Exercise >> Among the entries that follow, count the lines that contain the word "Calle" and say how many there are, writing nothing else.

(Collected data entries)
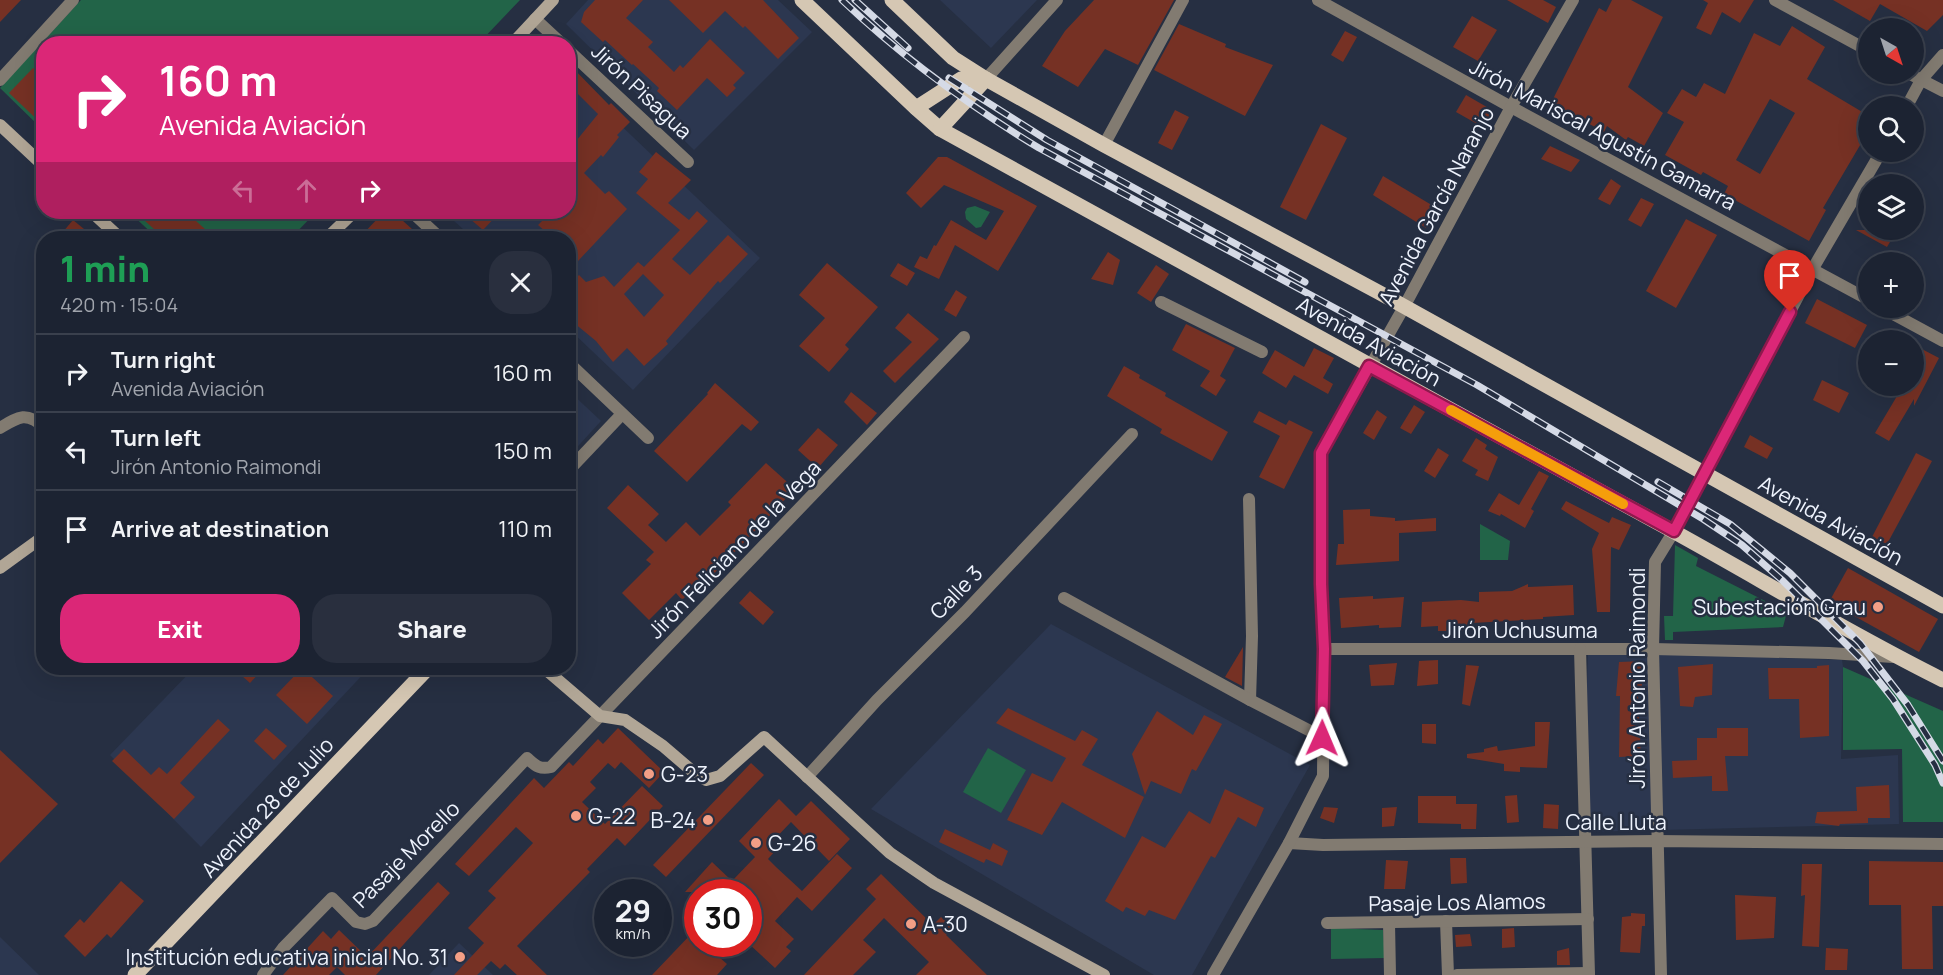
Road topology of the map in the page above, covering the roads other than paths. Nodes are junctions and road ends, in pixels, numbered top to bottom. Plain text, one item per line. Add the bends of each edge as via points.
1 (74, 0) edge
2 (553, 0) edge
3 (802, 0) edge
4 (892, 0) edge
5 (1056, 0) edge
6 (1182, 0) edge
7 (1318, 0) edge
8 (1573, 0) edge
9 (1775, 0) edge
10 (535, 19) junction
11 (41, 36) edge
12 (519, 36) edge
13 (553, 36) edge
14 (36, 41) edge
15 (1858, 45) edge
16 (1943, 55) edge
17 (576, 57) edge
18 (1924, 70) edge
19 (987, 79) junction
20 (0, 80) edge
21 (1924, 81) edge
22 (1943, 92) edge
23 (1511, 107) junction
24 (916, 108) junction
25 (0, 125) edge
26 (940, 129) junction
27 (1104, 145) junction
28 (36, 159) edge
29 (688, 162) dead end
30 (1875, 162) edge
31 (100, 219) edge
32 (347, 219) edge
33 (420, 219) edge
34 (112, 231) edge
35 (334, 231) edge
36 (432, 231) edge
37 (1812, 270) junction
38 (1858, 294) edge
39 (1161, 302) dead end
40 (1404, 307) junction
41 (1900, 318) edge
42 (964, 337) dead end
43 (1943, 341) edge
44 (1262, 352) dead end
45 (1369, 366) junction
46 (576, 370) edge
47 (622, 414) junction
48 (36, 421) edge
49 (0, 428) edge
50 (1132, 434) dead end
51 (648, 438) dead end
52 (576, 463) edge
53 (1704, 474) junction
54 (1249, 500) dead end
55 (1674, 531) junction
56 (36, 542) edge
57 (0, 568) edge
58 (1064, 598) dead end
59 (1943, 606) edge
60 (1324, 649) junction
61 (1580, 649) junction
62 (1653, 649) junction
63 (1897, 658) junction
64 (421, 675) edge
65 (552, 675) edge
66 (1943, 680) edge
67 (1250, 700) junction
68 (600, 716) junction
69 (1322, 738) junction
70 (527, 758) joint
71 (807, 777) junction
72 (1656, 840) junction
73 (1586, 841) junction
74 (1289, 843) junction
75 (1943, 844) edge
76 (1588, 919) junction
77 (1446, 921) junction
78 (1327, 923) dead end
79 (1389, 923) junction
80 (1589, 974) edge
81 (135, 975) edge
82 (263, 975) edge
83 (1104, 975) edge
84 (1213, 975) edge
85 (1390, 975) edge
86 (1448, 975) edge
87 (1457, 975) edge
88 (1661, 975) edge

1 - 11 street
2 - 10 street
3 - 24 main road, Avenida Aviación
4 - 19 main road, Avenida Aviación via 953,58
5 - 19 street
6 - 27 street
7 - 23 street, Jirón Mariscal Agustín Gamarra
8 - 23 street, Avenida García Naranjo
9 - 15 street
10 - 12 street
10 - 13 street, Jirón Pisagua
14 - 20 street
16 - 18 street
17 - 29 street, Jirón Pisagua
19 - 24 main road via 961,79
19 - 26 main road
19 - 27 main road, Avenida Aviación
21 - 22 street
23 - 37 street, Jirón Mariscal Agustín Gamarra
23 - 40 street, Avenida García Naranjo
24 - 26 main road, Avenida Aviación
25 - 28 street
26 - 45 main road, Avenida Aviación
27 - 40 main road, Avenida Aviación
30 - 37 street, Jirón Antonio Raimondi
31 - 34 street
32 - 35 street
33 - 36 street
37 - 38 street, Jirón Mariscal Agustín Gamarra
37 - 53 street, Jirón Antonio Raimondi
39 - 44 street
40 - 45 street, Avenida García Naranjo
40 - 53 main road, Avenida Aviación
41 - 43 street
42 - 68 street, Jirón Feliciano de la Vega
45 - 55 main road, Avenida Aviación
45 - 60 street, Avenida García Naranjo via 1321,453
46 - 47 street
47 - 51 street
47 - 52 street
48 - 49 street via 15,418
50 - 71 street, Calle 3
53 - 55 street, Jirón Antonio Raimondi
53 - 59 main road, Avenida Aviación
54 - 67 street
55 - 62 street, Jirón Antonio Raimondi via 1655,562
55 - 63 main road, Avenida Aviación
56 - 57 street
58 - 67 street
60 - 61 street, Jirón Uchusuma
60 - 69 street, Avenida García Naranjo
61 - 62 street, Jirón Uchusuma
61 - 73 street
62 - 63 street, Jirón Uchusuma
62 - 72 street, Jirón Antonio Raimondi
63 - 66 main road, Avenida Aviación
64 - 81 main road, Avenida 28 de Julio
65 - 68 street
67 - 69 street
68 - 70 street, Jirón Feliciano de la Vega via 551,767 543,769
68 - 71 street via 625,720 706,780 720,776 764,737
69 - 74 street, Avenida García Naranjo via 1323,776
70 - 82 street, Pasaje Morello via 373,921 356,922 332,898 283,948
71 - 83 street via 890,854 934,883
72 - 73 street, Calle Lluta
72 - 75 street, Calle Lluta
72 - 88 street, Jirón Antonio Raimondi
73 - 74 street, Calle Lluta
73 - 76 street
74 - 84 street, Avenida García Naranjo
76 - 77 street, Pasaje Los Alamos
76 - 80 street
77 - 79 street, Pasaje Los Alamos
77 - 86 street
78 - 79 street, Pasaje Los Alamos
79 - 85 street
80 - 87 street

Solution >> 4